Aus dem österreichischen Klimaschutzministerium kam indes Kritik: „Der erneute Blockadeversuch der neuen Richtlinie für erneuerbare Energien in Europa durch die Nuklearlobby unter Führung von Frankreich gefährdet unsere gemeinsamen Klimaziele“, hieß es in einer Stellungnahme. „Diese Vorgehensweise, fertig verhandelte Gesetze in letzter Sekunde zu blockieren, entspricht nicht der Art und Weise, wie wir in der EU gemeinsam arbeiten“, so das Ministerium.

Streit erinnert an Debatte über Verbrenner-Aus

Die Verzögerung erinnert an den Streit um das Aus des Verbrennungsmotors Anfang des Jahres. Deutschland hatte mit Unterstützung Österreichs in letzter Minute darauf gedrängt, E-Fuels in die Verordnung aufzunehmen. Nach ein paar Wochen gelang es schließlich, mit der EU-Kommission eine Lösung zu finden. Frankreich war über das Vorgehen damals empört. Fachleute warnten, dass Deutschland damit einen „gefährlichen Präzedenzfall“ geschaffen habe.

Bisher lag das EU-Ziel beim Erneuerbaren-Ausbau bei 32 Prozent. Durch freiwillige Initiativen oder gemeinsame Projekte soll der Anteil der erneuerbaren Energien nach Möglichkeit von 42,5 auf 45 Prozent steigen. 2021 bezog die EU 22 Prozent ihrer Energie aus Strom, Wind, Wasser und anderen alternativen Quellen. Dieser Anteil schwankt allerdings von Land zu Land stark.

Wichtiger Teil des „Fit for 55“-Klimapakets

Der Einsatz erneuerbarer Energien ist für die EU sehr wichtig, da sie zum einen ihren CO2-Ausstoß bis 2030 deutlich herunterschrauben muss. Zum anderen will sie nach dem Einmarsch Russlands in die Ukraine im vergangenen Jahr unabhängig werden von fossilen Energien aus Russland. Die neuen, ehrgeizigen Ziele erfordern nun große Investitionen, etwa in den Ausbau von Wind- und Solarparks.
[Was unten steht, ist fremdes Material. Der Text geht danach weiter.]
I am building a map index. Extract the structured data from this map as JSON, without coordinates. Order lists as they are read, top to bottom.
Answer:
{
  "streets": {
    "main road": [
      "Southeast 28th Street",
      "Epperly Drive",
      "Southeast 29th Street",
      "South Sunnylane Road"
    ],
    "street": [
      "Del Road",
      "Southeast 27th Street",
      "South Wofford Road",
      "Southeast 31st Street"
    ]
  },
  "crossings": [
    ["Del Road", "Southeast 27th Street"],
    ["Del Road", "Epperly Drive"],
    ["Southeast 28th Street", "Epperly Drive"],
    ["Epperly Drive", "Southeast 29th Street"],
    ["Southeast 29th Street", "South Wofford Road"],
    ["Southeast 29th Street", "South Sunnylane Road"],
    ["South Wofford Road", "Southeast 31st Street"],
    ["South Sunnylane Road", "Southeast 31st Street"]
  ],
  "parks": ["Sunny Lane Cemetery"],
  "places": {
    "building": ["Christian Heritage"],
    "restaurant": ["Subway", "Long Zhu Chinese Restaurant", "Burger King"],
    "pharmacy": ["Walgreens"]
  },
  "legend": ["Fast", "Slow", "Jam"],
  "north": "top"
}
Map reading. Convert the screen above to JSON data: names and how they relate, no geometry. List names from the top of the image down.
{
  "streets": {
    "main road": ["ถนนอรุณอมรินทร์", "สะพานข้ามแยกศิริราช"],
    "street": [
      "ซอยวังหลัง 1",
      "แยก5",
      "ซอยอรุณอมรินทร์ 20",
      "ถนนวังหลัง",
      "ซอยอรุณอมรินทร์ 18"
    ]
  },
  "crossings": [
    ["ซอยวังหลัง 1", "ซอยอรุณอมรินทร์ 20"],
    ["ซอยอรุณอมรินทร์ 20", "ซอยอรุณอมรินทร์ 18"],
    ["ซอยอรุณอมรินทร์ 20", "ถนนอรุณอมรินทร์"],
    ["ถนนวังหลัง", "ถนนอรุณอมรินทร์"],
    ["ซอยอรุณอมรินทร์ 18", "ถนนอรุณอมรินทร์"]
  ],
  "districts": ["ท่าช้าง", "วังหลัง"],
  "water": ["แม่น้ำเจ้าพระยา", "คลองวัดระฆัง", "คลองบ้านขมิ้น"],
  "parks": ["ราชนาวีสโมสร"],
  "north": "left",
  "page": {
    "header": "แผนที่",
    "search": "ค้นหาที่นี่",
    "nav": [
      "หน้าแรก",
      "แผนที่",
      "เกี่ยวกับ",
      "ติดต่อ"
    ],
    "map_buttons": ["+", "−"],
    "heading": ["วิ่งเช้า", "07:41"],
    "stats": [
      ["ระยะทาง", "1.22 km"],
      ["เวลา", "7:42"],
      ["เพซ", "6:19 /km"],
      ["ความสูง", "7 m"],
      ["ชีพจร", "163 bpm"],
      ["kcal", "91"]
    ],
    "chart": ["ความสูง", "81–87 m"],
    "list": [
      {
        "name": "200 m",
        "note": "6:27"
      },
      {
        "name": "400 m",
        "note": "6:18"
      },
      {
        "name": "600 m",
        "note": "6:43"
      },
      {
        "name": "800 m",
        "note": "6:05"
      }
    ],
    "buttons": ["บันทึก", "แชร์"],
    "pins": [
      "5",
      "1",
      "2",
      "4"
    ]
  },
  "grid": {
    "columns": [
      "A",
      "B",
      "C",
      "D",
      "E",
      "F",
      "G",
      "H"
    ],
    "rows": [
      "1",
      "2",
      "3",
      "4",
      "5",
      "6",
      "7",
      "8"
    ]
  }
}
Österreich setzte sich im Zuge der Verhandlungen dafür ein, dass auch Holz und andere Arten der Biomasse als erneuerbar gelten. Die spezifischen CO2-Emissionen beim Verbrennen von Holz sind höher als bei fossilen Brennstoffen wie Öl und Gas. Wird aber nur so viel Holz verbrannt, wie wieder nachwachsen kann, ist die Nutzung CO2-neutral, da Holz beim Wachsen genau so viel Kohlendioxid aus der Atmosphäre bindet wie später bei der Verbrennung wieder frei wird.

Die Richtlinie ist Teil des „Fit for 55“-Klimapakets der EU-Kommission. Es zielt darauf, schädliche Treibhausgasemissionen bis 2030 im Vergleich zu 1990 um 55 Prozent zu senken. So soll es zum Gesamtziel beitragen, bis 2050 klimaneutral zu werden.